2.      The complaint has been resisted by the opposite parties by filing the written statement.  It has been stated in the written statement that the approval for villas Nos.10,11 &12 was obtained in the re-approval of the project on 13.3.2015.  It has been further alleged that because the property prices have fallen and the complainant was taking this villa for an investment, the complainant has filed this complaint for refund of the amount paid. It has been alleged that the complainant is not a consumer as this villa was being purchased as an investment.  It was stated that the villas were constructed in time and opposites parties never defaulted on any of the time lines and therefore, the complainant was not justified in withholding the instalment and as per the conditions of the MOU the opposite parties rightly terminated the MOU and forfeited the amount of Rs.1,00,00,000/-  paid by the complainant.  It has been requested to dismiss the complaint. 

3.      Both the parties filed their respective evidence affidavits.

4.      Heard the learned counsel for both the parties and perused the record.

5.      Learned counsel for the complainant reiterated points mentioned in the complaint as stated above and also submitted that the opposite parties in their written statement have mentioned that the permission for revised plan of the project was obtained on 13.03.2015 wherein the approval for 10th ,11th  & 12th  villas was given.  It was argued that the MOU was cancelled by the opposite parties on 15.07.2014 and by that time clearly there was no approval for 12th villa which was allotted to the complainant.  Clearly, the project could not have been advertised for 12 villas as there was approval for only 9 villas when the project was advertised.  The opposite parties misrepresented to the complainant by mentioning in the MOU that opposite parties have got all rights and titles for the project whereas there was no approval for 3 villas namely 10th, 11th & 12th villas.  It is a clear case of unfair trade practice as the opposite parties have given wrong information in the brochure also.  Learned counsel specifically referred to the following clauses of the MOU:-

“WHEREAS the Vendor herein is in the process of developing a twelve Villa complex, known as ‘Naira’, in Siridao, Goa, AND WHEREAS the Vendor affirms that it has all legal rights and title to the property on which the villas will be built and is seized and vested with authority to effect the aforesaid developments.

AND WHEREAS the Vendor agrees to build and sell and the purchaser agrees to buy, Villa Number 12 in the aforesaid Naira Development Project with its restricted areas and facilities, together with undivided interest and title to the land on which the Villa will be built along with the common areas and facilities attaching with the same as a composite proprietary package.  The BUA of the villa is approximately 605 square meters and the area of the land is approximately 500 square meters.

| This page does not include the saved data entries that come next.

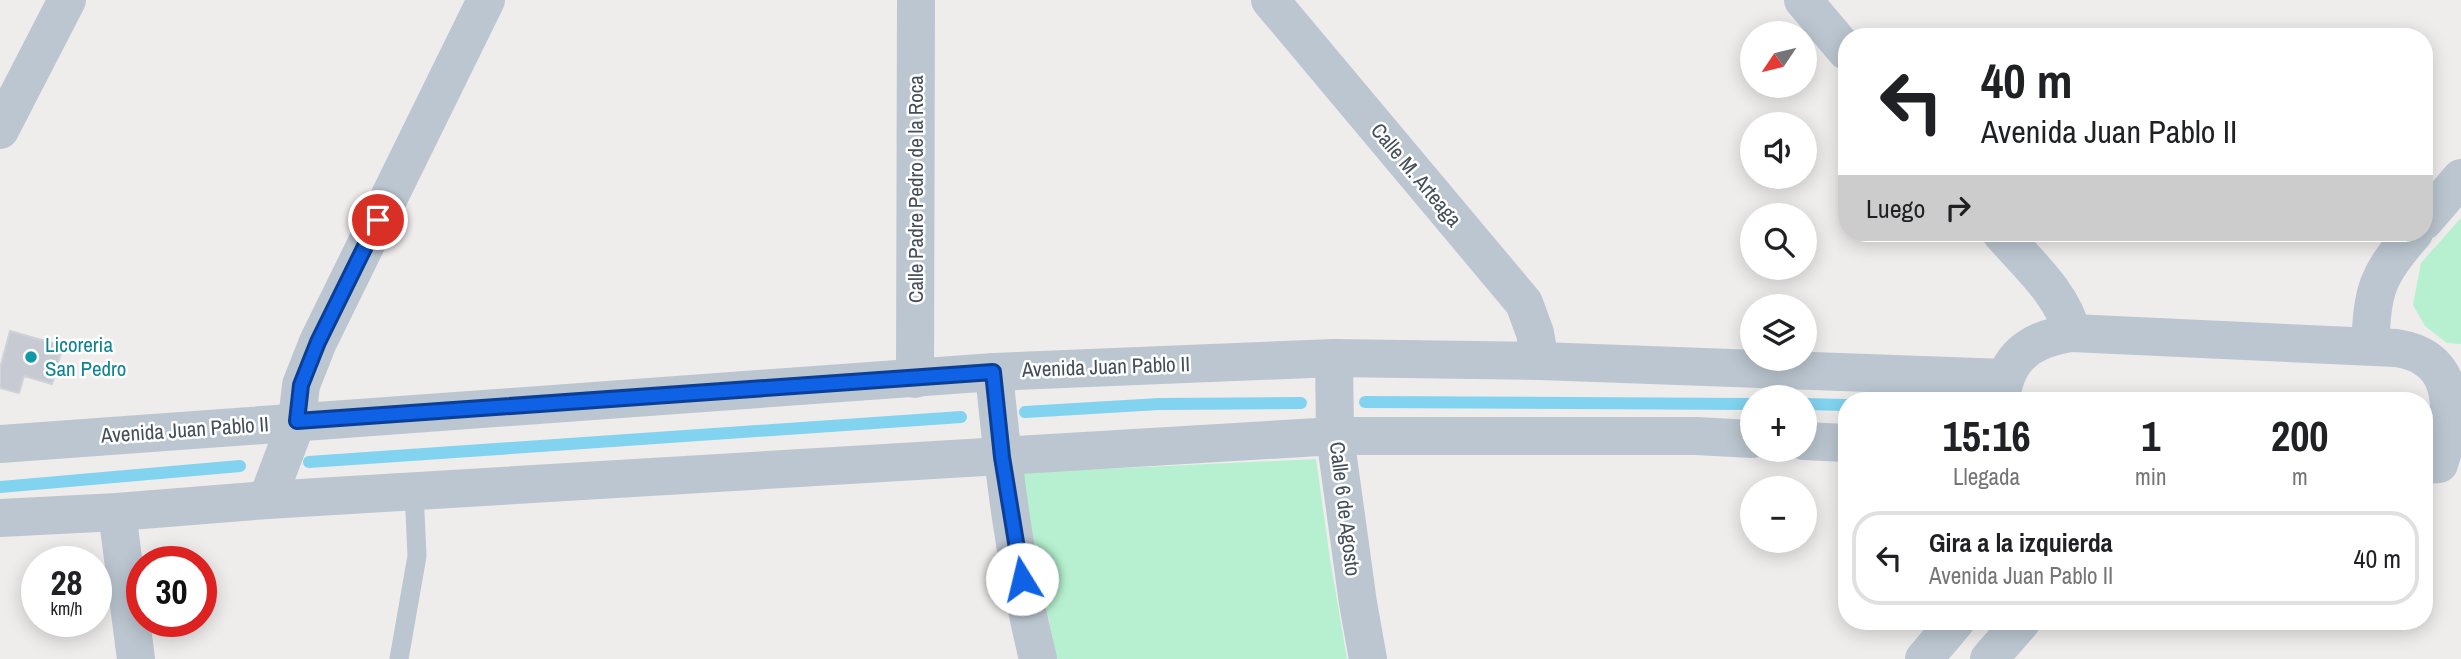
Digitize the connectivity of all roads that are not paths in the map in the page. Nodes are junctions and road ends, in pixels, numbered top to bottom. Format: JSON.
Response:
{"nodes":[{"id":1,"x":67,"y":0,"type":"edge"},
{"id":2,"x":486,"y":0,"type":"edge"},
{"id":3,"x":916,"y":0,"type":"edge"},
{"id":4,"x":1270,"y":0,"type":"edge"},
{"id":5,"x":1803,"y":0,"type":"edge"},
{"id":6,"x":1838,"y":42,"type":"edge"},
{"id":7,"x":0,"y":130,"type":"edge"},
{"id":8,"x":2461,"y":178,"type":"edge"},
{"id":9,"x":2433,"y":211,"type":"edge"},
{"id":10,"x":2009,"y":242,"type":"edge"},
{"id":11,"x":2406,"y":242,"type":"edge"},
{"id":12,"x":2072,"y":333,"type":"junction"},
{"id":13,"x":2370,"y":345,"type":"junction"},
{"id":14,"x":1334,"y":358,"type":"junction"},
{"id":15,"x":1540,"y":361,"type":"junction"},
{"id":16,"x":993,"y":372,"type":"junction"},
{"id":17,"x":915,"y":379,"type":"junction"},
{"id":18,"x":2003,"y":389,"type":"edge"},
{"id":19,"x":2454,"y":391,"type":"edge"},
{"id":20,"x":297,"y":421,"type":"junction"},
{"id":21,"x":1335,"y":436,"type":"junction"},
{"id":22,"x":1740,"y":438,"type":"edge"},
{"id":23,"x":1817,"y":442,"type":"edge"},
{"id":24,"x":1838,"y":443,"type":"edge"},
{"id":25,"x":0,"y":444,"type":"edge"},
{"id":26,"x":1002,"y":457,"type":"junction"},
{"id":27,"x":2441,"y":465,"type":"edge"},
{"id":28,"x":414,"y":491,"type":"junction"},
{"id":29,"x":267,"y":500,"type":"junction"},
{"id":30,"x":117,"y":512,"type":"junction"},
{"id":31,"x":0,"y":518,"type":"edge"},
{"id":32,"x":1948,"y":630,"type":"edge"},
{"id":33,"x":2014,"y":630,"type":"edge"},
{"id":34,"x":136,"y":659,"type":"edge"},
{"id":35,"x":399,"y":659,"type":"edge"},
{"id":36,"x":1038,"y":659,"type":"edge"},
{"id":37,"x":1368,"y":659,"type":"edge"},
{"id":38,"x":1924,"y":659,"type":"edge"},
{"id":39,"x":1989,"y":659,"type":"edge"}],
"edges":[{"from":1,"to":7,"type":"street"},
{"from":2,"to":20,"type":"street"},
{"from":3,"to":17,"type":"street","name":"Calle Padre Pedro de la Roca"},
{"from":4,"to":15,"type":"street","name":"Calle M. Arteaga"},
{"from":5,"to":6,"type":"street"},
{"from":8,"to":9,"type":"street"},
{"from":10,"to":12,"type":"street"},
{"from":11,"to":13,"type":"street"},
{"from":12,"to":13,"type":"street"},
{"from":12,"to":18,"type":"street"},
{"from":13,"to":19,"type":"street"},
{"from":14,"to":15,"type":"street","name":"Avenida Juan Pablo II"},
{"from":14,"to":16,"type":"street","name":"Avenida Juan Pablo II"},
{"from":14,"to":21,"type":"street","name":"Calle 6 de Agosto"},
{"from":15,"to":18,"type":"street","name":"Avenida Juan Pablo II"},
{"from":16,"to":17,"type":"street","name":"Avenida Juan Pablo II"},
{"from":16,"to":26,"type":"street"},
{"from":17,"to":20,"type":"street","name":"Avenida Juan Pablo II"},
{"from":19,"to":27,"type":"street"},
{"from":20,"to":25,"type":"street","name":"Avenida Juan Pablo II"},
{"from":20,"to":29,"type":"street"},
{"from":21,"to":22,"type":"street"},
{"from":21,"to":26,"type":"street"},
{"from":21,"to":37,"type":"street","name":"Calle 6 de Agosto"},
{"from":23,"to":24,"type":"street"},
{"from":26,"to":28,"type":"street"},
{"from":26,"to":36,"type":"street"},
{"from":28,"to":29,"type":"street"},
{"from":28,"to":35,"type":"lane"},
{"from":29,"to":30,"type":"street"},
{"from":30,"to":31,"type":"street"},
{"from":30,"to":34,"type":"street"},
{"from":32,"to":38,"type":"street"},
{"from":33,"to":39,"type":"street"}]}
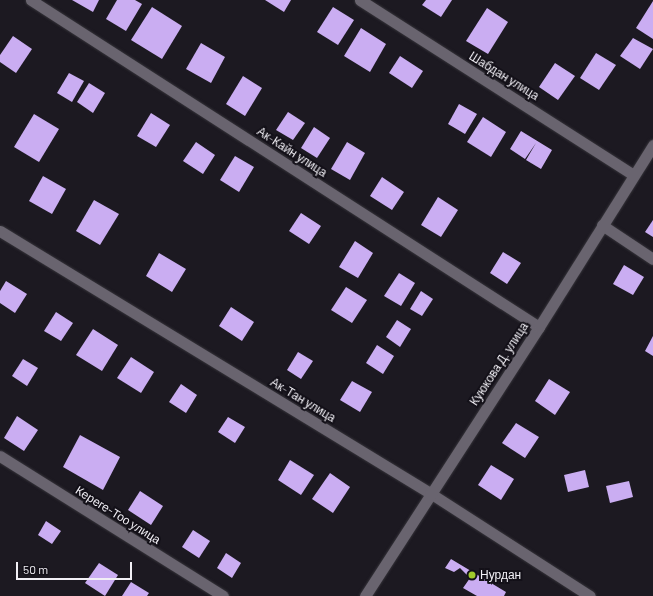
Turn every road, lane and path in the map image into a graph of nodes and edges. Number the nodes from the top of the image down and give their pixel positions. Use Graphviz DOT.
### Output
graph roads {
  1 [pos="31,0"];
  2 [pos="360,0"];
  3 [pos="653,145"];
  4 [pos="634,175"];
  5 [pos="602,225"];
  6 [pos="0,231"];
  7 [pos="653,259"];
  8 [pos="539,327"];
  9 [pos="0,456"];
  10 [pos="430,493"];
  11 [pos="223,596"];
  12 [pos="365,596"];
  13 [pos="590,596"];
  1 -- 8 [label="street, Ак-Кайн улица"];
  2 -- 4 [label="street, Шабдан улица"];
  3 -- 4 [label="street, Куюкова Д. улица"];
  4 -- 5 [label="street, Куюкова Д. улица"];
  5 -- 7 [label="street"];
  5 -- 8 [label="street, Куюкова Д. улица"];
  6 -- 10 [label="street, Ак-Тан улица"];
  8 -- 10 [label="street, Куюкова Д. улица"];
  9 -- 11 [label="street, Кереге-Тоо улица"];
  10 -- 12 [label="street, Куюкова Д. улица"];
  10 -- 13 [label="street, Ак-Тан улица"];
}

AND WHEREAS the Vendor agrees to transfer its right, title and interest in the said land and envisaged villa free from all encumbrances, charges, lines or other claim whatsoever coupled with delivery of possession of the same and the Purchaser herein has also agreed to acquire the same on the said basis and on the representation of the Vendor that it is entitled to transact the same.  The final Agreement for Sale and Purchase will be mutually agreed and approved by attorneys representing both parties, to be executed and registered by end December 2014, and failing the same on account of default on the part of the intending Purchaser, providing that the Vendor has completed all milestones as per the attached Payment plan, the Vendor will have the right to terminate this MOU and forfeit 50% of the booking amount, of INR 1,00,00,000 paid by the Purchaser herewith and the balance booking amount of INR 50,00,000 along with all other payments received from the Purchaser, will be refunded to the Purchaser by the Vendor within 30 days of termination, without any interest.”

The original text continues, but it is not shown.